With a humidity level at 40 and heat at 33-degrees some drastic action was required. All right, nothing drastic about snipping parsley and chives, plucking ripe cherry tomatoes from the garden, but pleasurable. They were meant for a potato salad for dinner tonight. And the closing argument coping with the heat will be a small seedless watermelon.
Didn't take long for the heat to gather this morning, given that this will be the fourth straight day of such debilitating heat so far this week. And Environment Canada warns the heat front won't break until after Thursday. As good a time as any to divest Jack and Jill of some of their haircoat. Looks as though they'll require trimming every two weeks. That's how fast their hair grows. They weren't thrilled, but behaved fairly well as the grooming proceeded. At this time of year hair-snipping takes place outside.
So with my husband sitting on the glider and me on a recliner the process took place under the shelter of the deck gazebo, using an assortment of scissor-sizes. The canopy overhead didn't eliminate the prevailing heat, just cut out the sun. First Jillie, then Jackie. He was enormously interested in what I was doing with his sister, but when it came to his turn his enthusiasm waned somewhat. It took just over an hour of patience on their part and mine to finish the job.

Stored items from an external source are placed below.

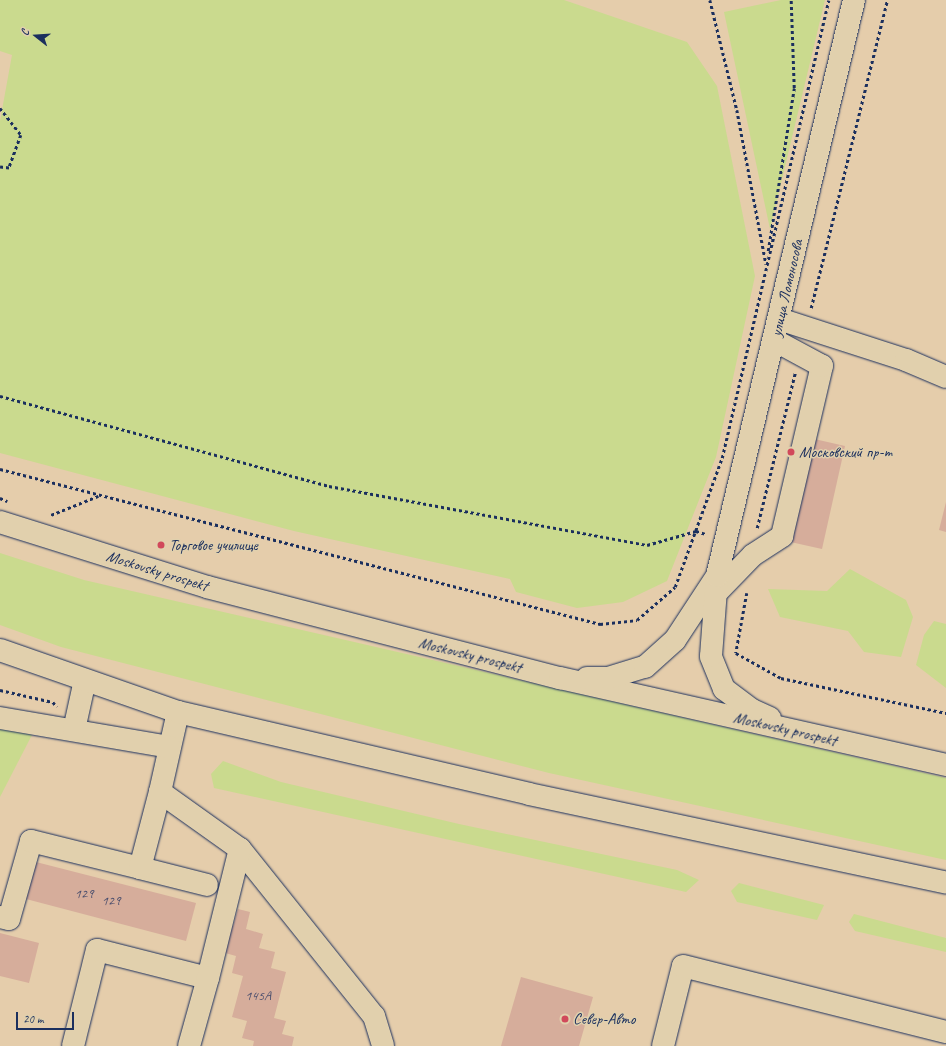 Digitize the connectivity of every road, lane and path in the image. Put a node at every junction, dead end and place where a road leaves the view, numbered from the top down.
1 (711, 0) edge
2 (716, 0) edge
3 (791, 0) edge
4 (829, 0) edge
5 (854, 0) edge
6 (886, 0) edge
7 (0, 108) edge
8 (0, 167) edge
9 (766, 265) junction
10 (770, 280) dead end
11 (807, 326) junction
12 (777, 329) junction
13 (800, 354) junction
14 (946, 377) edge
15 (0, 396) edge
16 (0, 468) edge
17 (99, 496) junction
18 (51, 515) dead end
19 (0, 522) edge
20 (696, 531) junction
21 (756, 531) dead end
22 (726, 539) junction
23 (717, 583) junction
24 (748, 590) dead end
25 (0, 650) edge
26 (560, 678) junction
27 (85, 680) junction
28 (178, 712) junction
29 (946, 713) edge
30 (0, 718) edge
31 (74, 730) junction
32 (810, 735) junction
33 (170, 747) junction
34 (946, 765) edge
35 (160, 792) junction
36 (240, 849) junction
37 (140, 868) junction
38 (946, 883) edge
39 (207, 885) dead end
40 (0, 917) edge
41 (208, 978) junction
42 (946, 1032) edge
43 (73, 1046) edge
44 (189, 1046) edge
45 (383, 1046) edge
46 (663, 1046) edge

1 - 2 path
1 - 9 path
3 - 9 path
4 - 9 path
5 - 12 main road, улица Ломоносова
6 - 11 path
7 - 8 path
9 - 10 path
9 - 20 path
11 - 12 main road
11 - 14 main road
12 - 13 main road
12 - 22 main road, улица Ломоносова
13 - 21 path
13 - 23 main road
15 - 20 path
16 - 17 path
17 - 18 path
17 - 20 path
19 - 26 main road, Moskovsky prospekt
20 - 22 path
22 - 23 main road, улица Ломоносова
23 - 26 main road, улица Ломоносова
23 - 32 main road, улица Ломоносова
24 - 29 path
25 - 27 main road
26 - 32 main road, Moskovsky prospekt
27 - 28 main road
27 - 31 main road
28 - 33 main road
28 - 38 main road
30 - 31 main road
31 - 33 main road
32 - 34 main road, Moskovsky prospekt
33 - 35 main road
35 - 36 main road
35 - 37 main road
36 - 41 main road
36 - 45 main road
37 - 39 main road
37 - 40 main road
41 - 43 main road
41 - 44 main road
42 - 46 main road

My husband had, despite my protests, taken a floor fan out to the deck, and it's surprising how useful it was, helping to cool me and the puppies throughout their grooming. And then we made off for a ravine walk. Cooler in the forest, and since there has been a windy atmosphere along with the heat, that too helped. It helped also to keep the mosquito population down; in fact we were hardly aware of any. Which helped to make the woodland hike more tolerable
When we arrived back home an hour later it was time to really cool off the puppies. Bath time. Neither of them have expressed any fondness for water, unlike Button, our little waterdog. First Jillie, then Jackie was bathed, each of them alarmed at the indignity of being popped into a tub of water, when they're accustomed to lifting their dainty little paws high to keep dry on the morning grass which an overnight inversion has left infused with dew.
When Jillie was being bathed, Jackie expressed concern over what might be happening with his sister. When my husband was drying each off from their bath the other was busy leaping, yelping, attempting to console one another. Once they were both bathed and dried, they began a mad chase through the house after one another, obviously feeling reinvigorated and refreshed from their baths.
In this heat they'll follow us out of doors, but have no wish to be outside without us. While we're out with them, they'll romp about madly dashing after one another, wrestling, boxing, challenging each other. But stay out there and have their fun without us as an audience? Forget it.